§ **To do**: Your task is to reproduce exactly the lines from the one containing "Digitize the connectivity of the" through the last line below, both ends included, and nothing else, with no pictures.

(Recorded data)
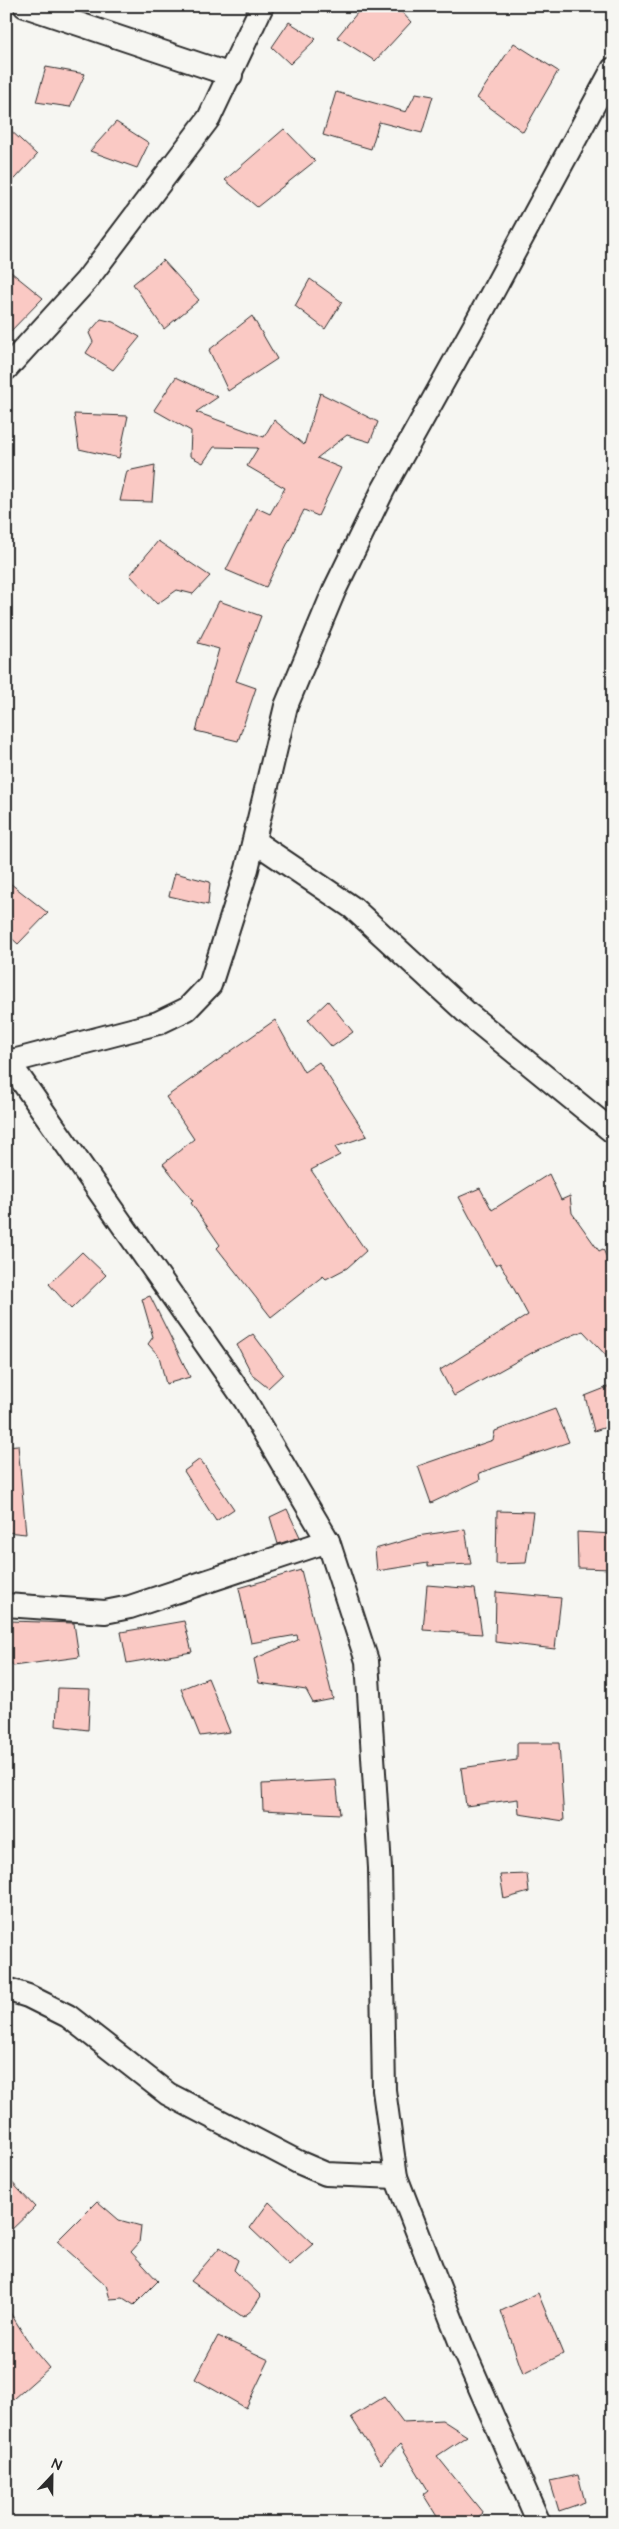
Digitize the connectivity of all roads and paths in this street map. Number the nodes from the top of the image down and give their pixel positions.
1 (25, 6) edge
2 (262, 6) edge
3 (613, 69) edge
4 (231, 75) junction
5 (6, 369) edge
6 (254, 841) junction
7 (7, 1060) edge
8 (613, 1132) edge
9 (328, 1541) junction
10 (6, 1605) edge
11 (6, 1989) edge
12 (396, 2177) junction
13 (540, 2523) edge

1 - 4 street
2 - 4 street
3 - 6 street
4 - 5 street
6 - 7 street
6 - 8 street
7 - 9 street
9 - 10 street
9 - 12 street
11 - 12 street
12 - 13 street

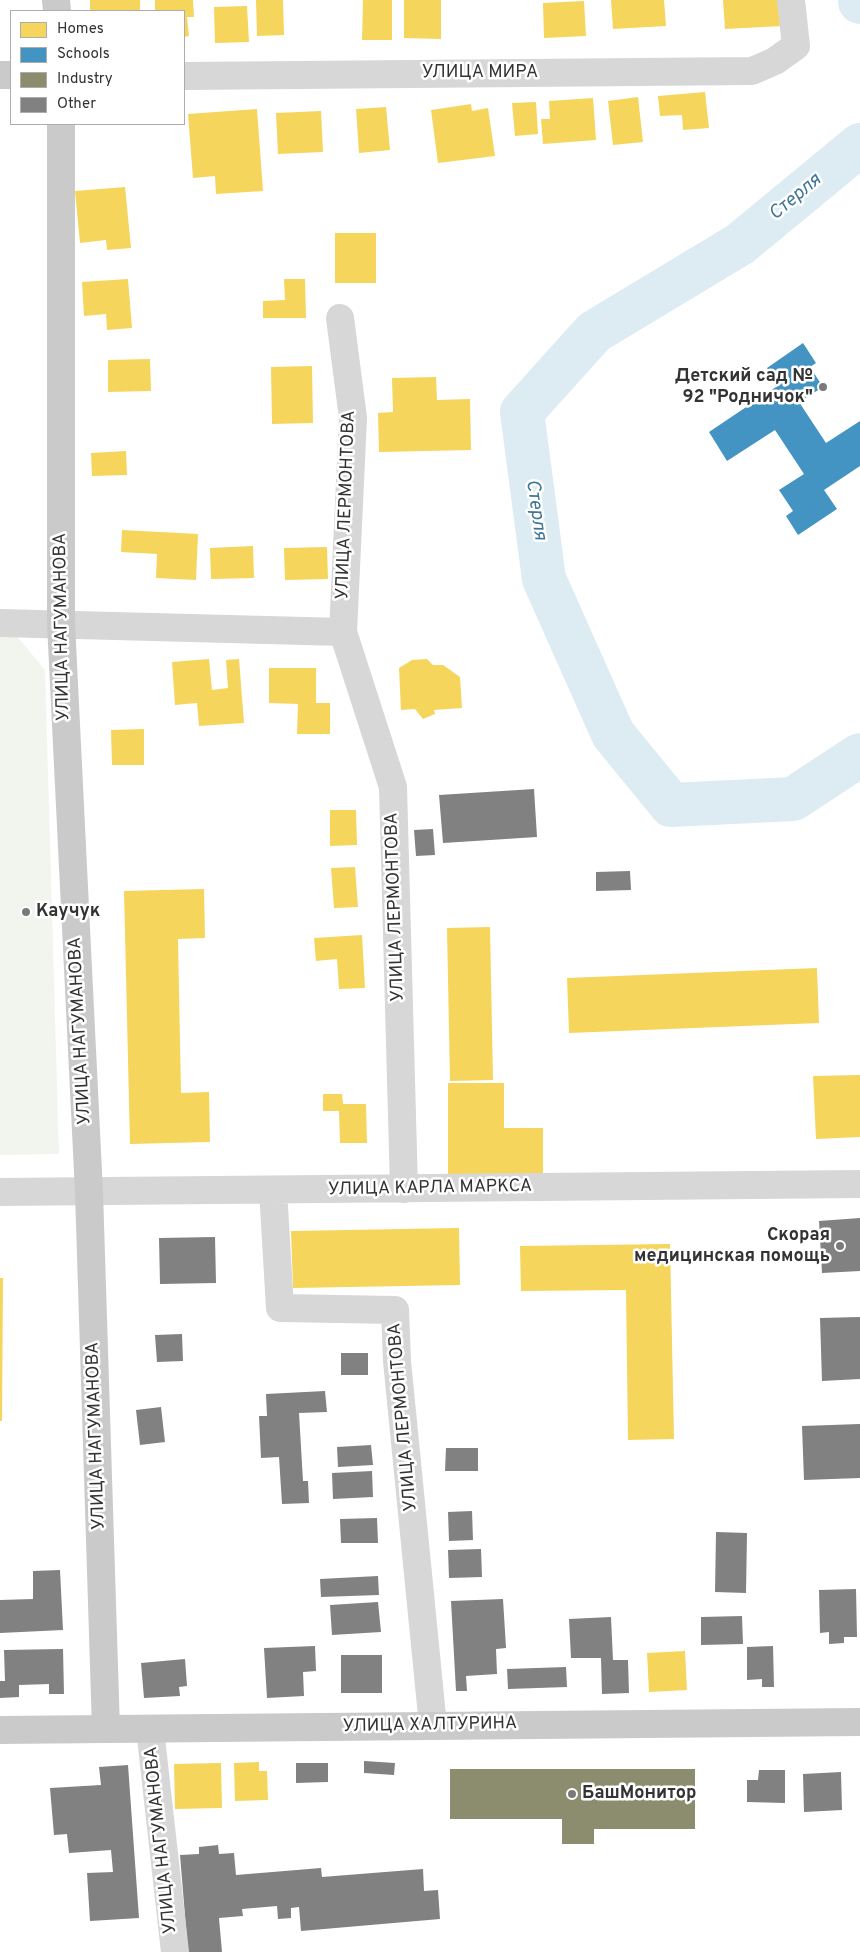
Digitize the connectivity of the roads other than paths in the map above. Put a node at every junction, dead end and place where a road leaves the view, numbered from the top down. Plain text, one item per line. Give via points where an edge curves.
1 (791, 0) edge
2 (185, 76) edge
3 (61, 125) edge
4 (340, 318) dead end
5 (0, 623) edge
6 (61, 624) junction
7 (343, 632) junction
8 (860, 1184) edge
9 (404, 1189) junction
10 (272, 1190) junction
11 (0, 1192) edge
12 (89, 1192) junction
13 (860, 1722) edge
14 (433, 1726) junction
15 (106, 1729) junction
16 (150, 1729) junction
17 (0, 1730) edge
18 (175, 1952) edge

1 - 2 street, УЛИЦА МИРА via 796,46 775,61 752,71
3 - 6 main road, УЛИЦА НАГУМАНОВА
4 - 7 street, УЛИЦА ЛЕРМОНТОВА via 353,418
5 - 6 street
6 - 7 street
6 - 12 main road, УЛИЦА НАГУМАНОВА
7 - 9 street, УЛИЦА ЛЕРМОНТОВА via 393,787
8 - 9 street, УЛИЦА КАРЛА МАРКСА
9 - 10 street, УЛИЦА КАРЛА МАРКСА
10 - 12 street, УЛИЦА КАРЛА МАРКСА
10 - 14 street, УЛИЦА ЛЕРМОНТОВА via 280,1308 395,1310
11 - 12 street, УЛИЦА КАРЛА МАРКСА
12 - 15 main road, УЛИЦА НАГУМАНОВА
13 - 14 main road, УЛИЦА ХАЛТУРИНА
14 - 16 main road, УЛИЦА ХАЛТУРИНА
15 - 16 main road, УЛИЦА ХАЛТУРИНА
15 - 17 main road, УЛИЦА ХАЛТУРИНА
16 - 18 street, УЛИЦА НАГУМАНОВА

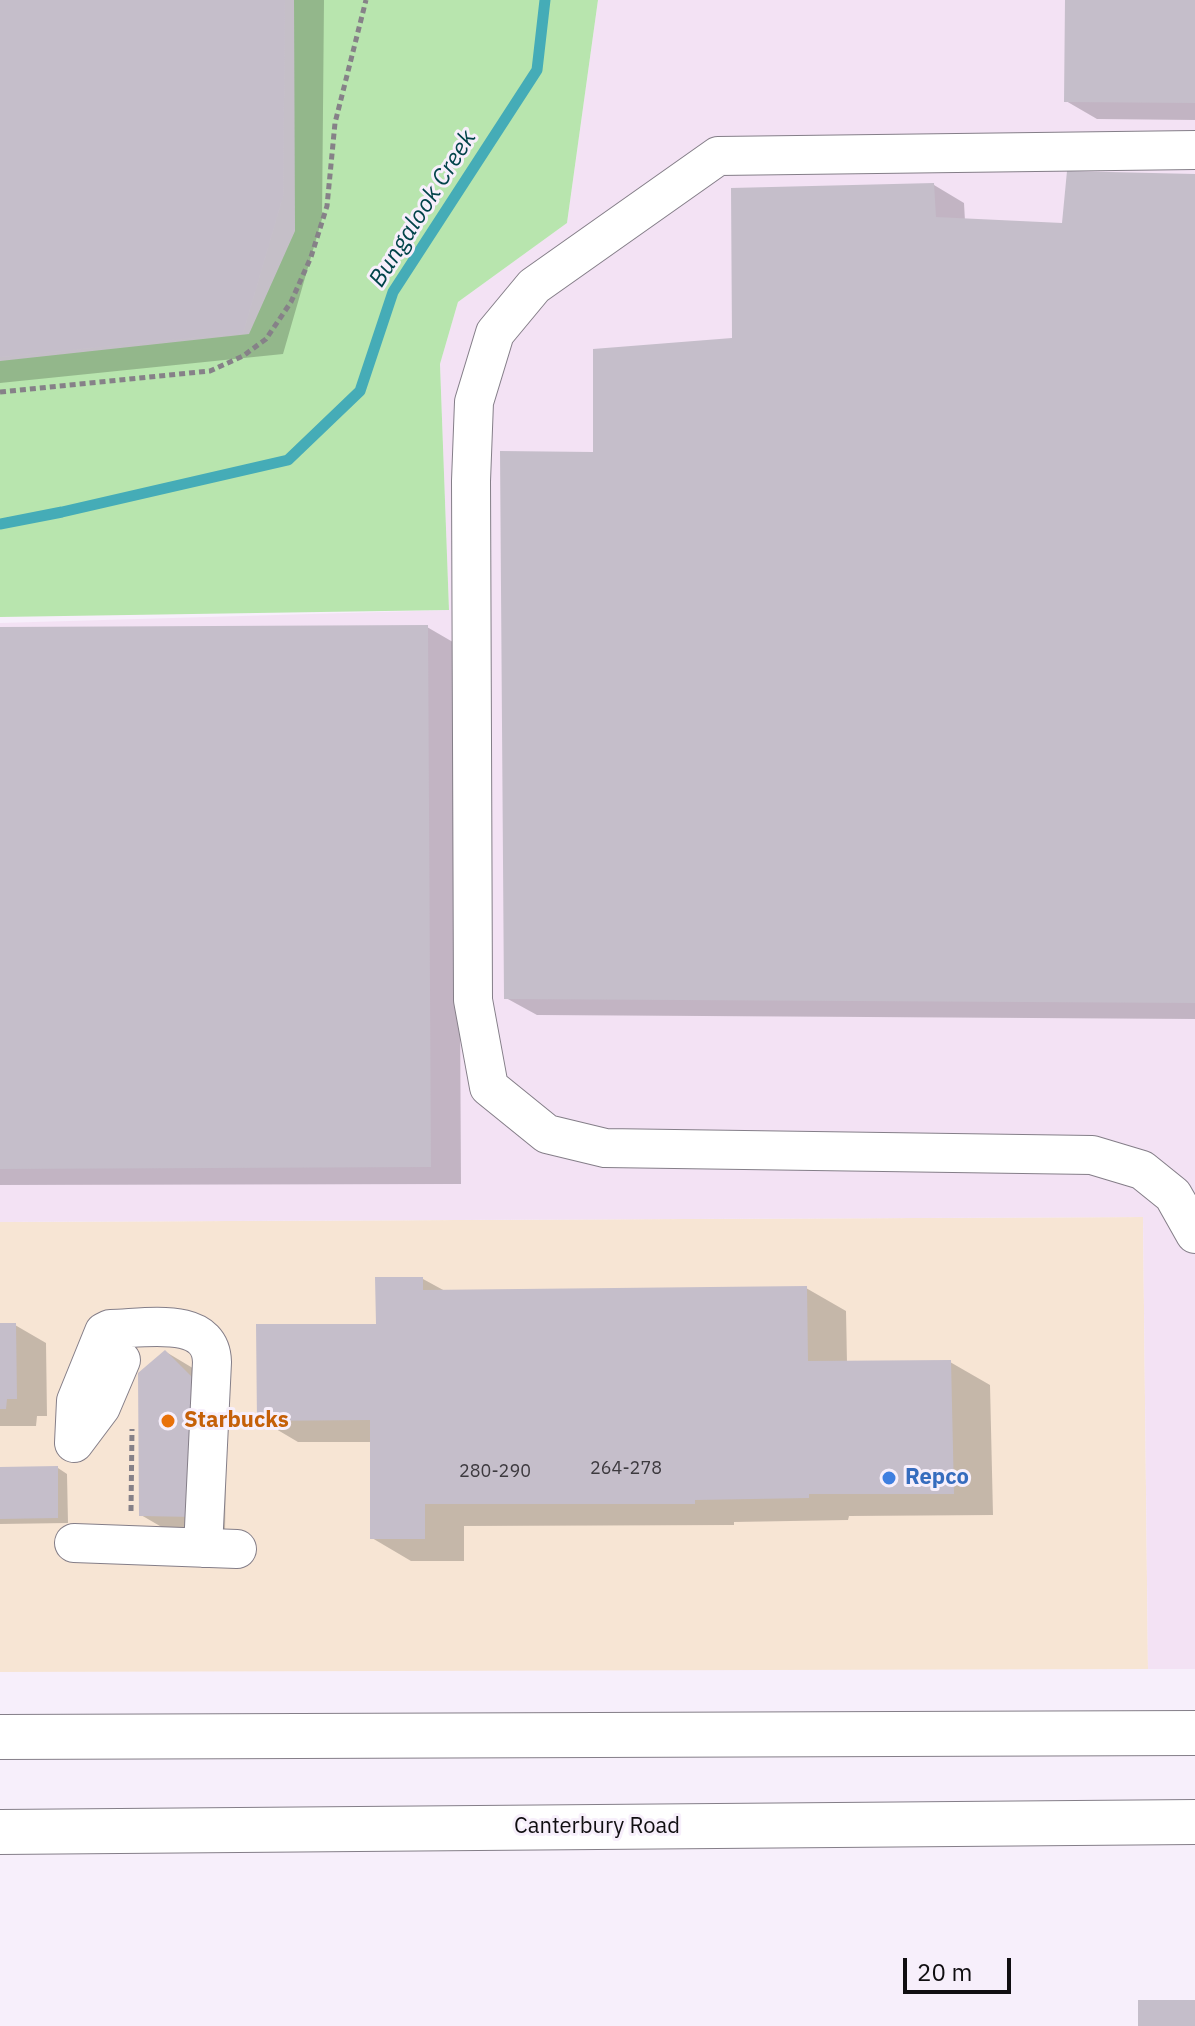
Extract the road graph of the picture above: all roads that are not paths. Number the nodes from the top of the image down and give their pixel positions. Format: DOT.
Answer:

§ **Reply to the task**:
Digitize the connectivity of the roads other than paths in the map above. Put a node at every junction, dead end and place where a road leaves the view, numbered from the top down. Plain text, one item per line. Give via points where an edge curves.
1 (791, 0) edge
2 (185, 76) edge
3 (61, 125) edge
4 (340, 318) dead end
5 (0, 623) edge
6 (61, 624) junction
7 (343, 632) junction
8 (860, 1184) edge
9 (404, 1189) junction
10 (272, 1190) junction
11 (0, 1192) edge
12 (89, 1192) junction
13 (860, 1722) edge
14 (433, 1726) junction
15 (106, 1729) junction
16 (150, 1729) junction
17 (0, 1730) edge
18 (175, 1952) edge

1 - 2 street, УЛИЦА МИРА via 796,46 775,61 752,71
3 - 6 main road, УЛИЦА НАГУМАНОВА
4 - 7 street, УЛИЦА ЛЕРМОНТОВА via 353,418
5 - 6 street
6 - 7 street
6 - 12 main road, УЛИЦА НАГУМАНОВА
7 - 9 street, УЛИЦА ЛЕРМОНТОВА via 393,787
8 - 9 street, УЛИЦА КАРЛА МАРКСА
9 - 10 street, УЛИЦА КАРЛА МАРКСА
10 - 12 street, УЛИЦА КАРЛА МАРКСА
10 - 14 street, УЛИЦА ЛЕРМОНТОВА via 280,1308 395,1310
11 - 12 street, УЛИЦА КАРЛА МАРКСА
12 - 15 main road, УЛИЦА НАГУМАНОВА
13 - 14 main road, УЛИЦА ХАЛТУРИНА
14 - 16 main road, УЛИЦА ХАЛТУРИНА
15 - 16 main road, УЛИЦА ХАЛТУРИНА
15 - 17 main road, УЛИЦА ХАЛТУРИНА
16 - 18 street, УЛИЦА НАГУМАНОВА

Extract the road graph of the picture above: all roads that are not paths. Number the nodes from the top of the image down and give their pixel positions. Format: DOT.
Answer:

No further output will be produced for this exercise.